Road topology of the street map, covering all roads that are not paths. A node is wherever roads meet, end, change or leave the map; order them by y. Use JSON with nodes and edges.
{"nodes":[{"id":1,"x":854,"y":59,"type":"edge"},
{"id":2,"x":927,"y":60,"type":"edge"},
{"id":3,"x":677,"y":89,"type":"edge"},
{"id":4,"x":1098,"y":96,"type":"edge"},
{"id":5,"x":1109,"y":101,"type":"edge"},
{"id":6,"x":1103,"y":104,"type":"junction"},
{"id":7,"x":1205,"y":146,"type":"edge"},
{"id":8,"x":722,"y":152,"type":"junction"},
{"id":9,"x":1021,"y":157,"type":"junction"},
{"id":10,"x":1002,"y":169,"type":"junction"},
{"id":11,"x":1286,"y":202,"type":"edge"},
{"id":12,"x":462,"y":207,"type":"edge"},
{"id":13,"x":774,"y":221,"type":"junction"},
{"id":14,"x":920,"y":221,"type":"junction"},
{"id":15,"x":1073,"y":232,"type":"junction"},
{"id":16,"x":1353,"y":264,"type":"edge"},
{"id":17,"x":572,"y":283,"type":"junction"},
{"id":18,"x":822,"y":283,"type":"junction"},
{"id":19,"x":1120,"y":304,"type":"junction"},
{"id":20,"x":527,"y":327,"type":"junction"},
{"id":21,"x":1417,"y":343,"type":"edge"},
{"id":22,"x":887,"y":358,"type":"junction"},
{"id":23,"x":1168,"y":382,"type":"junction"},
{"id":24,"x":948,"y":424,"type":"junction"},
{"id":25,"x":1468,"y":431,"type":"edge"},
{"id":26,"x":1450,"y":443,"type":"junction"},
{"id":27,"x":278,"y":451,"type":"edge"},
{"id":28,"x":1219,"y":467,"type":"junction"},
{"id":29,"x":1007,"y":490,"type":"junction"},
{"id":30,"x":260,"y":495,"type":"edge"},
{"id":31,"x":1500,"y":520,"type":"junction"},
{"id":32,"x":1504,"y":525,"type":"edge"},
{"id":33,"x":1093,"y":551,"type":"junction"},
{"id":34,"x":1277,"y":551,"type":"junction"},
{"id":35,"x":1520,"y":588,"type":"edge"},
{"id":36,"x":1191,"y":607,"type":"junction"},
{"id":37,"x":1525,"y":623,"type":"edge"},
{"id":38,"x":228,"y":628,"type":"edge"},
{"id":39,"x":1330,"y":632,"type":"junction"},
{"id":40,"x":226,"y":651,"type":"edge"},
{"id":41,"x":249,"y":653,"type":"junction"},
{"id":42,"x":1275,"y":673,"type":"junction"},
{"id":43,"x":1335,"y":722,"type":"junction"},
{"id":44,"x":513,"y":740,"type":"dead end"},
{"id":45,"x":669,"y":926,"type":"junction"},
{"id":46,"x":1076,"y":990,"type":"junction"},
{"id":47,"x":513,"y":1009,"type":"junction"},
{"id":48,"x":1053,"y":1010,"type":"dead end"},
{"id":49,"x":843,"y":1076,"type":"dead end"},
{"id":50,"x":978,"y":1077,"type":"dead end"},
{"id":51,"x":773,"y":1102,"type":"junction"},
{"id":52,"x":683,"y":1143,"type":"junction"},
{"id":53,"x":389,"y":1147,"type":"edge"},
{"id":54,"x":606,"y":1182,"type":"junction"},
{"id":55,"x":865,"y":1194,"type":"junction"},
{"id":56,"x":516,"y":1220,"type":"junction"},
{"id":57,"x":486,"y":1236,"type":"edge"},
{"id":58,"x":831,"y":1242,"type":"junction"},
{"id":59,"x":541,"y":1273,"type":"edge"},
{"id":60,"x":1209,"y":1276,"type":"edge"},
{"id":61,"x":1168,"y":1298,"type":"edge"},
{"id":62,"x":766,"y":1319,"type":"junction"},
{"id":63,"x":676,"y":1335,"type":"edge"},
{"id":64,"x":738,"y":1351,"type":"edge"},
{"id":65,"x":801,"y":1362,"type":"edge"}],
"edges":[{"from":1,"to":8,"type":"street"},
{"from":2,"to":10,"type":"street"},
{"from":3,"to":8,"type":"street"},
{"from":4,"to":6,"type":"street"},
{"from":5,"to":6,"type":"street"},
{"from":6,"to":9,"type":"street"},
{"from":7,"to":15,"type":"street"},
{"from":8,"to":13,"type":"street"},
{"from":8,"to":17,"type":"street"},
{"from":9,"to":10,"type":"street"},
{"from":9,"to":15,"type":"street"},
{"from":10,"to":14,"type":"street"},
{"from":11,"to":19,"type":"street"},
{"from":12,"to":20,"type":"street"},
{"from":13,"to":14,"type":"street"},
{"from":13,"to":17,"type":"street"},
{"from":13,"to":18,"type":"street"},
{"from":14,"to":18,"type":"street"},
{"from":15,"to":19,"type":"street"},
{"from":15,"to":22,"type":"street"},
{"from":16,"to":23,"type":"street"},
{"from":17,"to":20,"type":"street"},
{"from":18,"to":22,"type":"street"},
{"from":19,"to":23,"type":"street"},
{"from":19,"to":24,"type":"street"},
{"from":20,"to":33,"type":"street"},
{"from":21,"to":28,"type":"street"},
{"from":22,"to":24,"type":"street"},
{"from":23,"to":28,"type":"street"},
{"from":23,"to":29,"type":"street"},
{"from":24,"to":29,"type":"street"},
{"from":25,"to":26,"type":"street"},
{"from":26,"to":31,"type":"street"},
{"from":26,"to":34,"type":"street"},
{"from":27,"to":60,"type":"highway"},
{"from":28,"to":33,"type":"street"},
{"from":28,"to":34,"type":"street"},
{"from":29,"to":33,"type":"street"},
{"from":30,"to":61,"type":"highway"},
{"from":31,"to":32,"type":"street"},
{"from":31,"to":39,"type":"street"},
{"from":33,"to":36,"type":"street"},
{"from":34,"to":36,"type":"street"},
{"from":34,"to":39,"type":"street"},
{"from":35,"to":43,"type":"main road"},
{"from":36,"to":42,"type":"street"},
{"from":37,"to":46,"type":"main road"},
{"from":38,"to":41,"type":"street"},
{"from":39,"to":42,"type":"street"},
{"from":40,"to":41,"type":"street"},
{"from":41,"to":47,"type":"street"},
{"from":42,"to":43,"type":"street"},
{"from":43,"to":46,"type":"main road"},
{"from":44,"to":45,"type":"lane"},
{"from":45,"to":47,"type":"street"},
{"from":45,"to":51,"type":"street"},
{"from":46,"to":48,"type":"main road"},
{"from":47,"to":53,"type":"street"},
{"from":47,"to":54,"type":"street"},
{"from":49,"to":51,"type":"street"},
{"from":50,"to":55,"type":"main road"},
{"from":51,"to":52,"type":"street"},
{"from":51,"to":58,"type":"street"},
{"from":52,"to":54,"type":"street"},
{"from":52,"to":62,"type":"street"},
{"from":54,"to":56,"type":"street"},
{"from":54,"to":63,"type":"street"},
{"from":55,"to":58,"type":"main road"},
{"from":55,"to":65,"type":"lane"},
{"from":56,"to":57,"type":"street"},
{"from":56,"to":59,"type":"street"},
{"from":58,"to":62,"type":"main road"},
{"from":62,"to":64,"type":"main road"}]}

+===+

Find the string "lane" in the records, then copy each line where it occurs.

{"from":44,"to":45,"type":"lane"},
{"from":55,"to":65,"type":"lane"},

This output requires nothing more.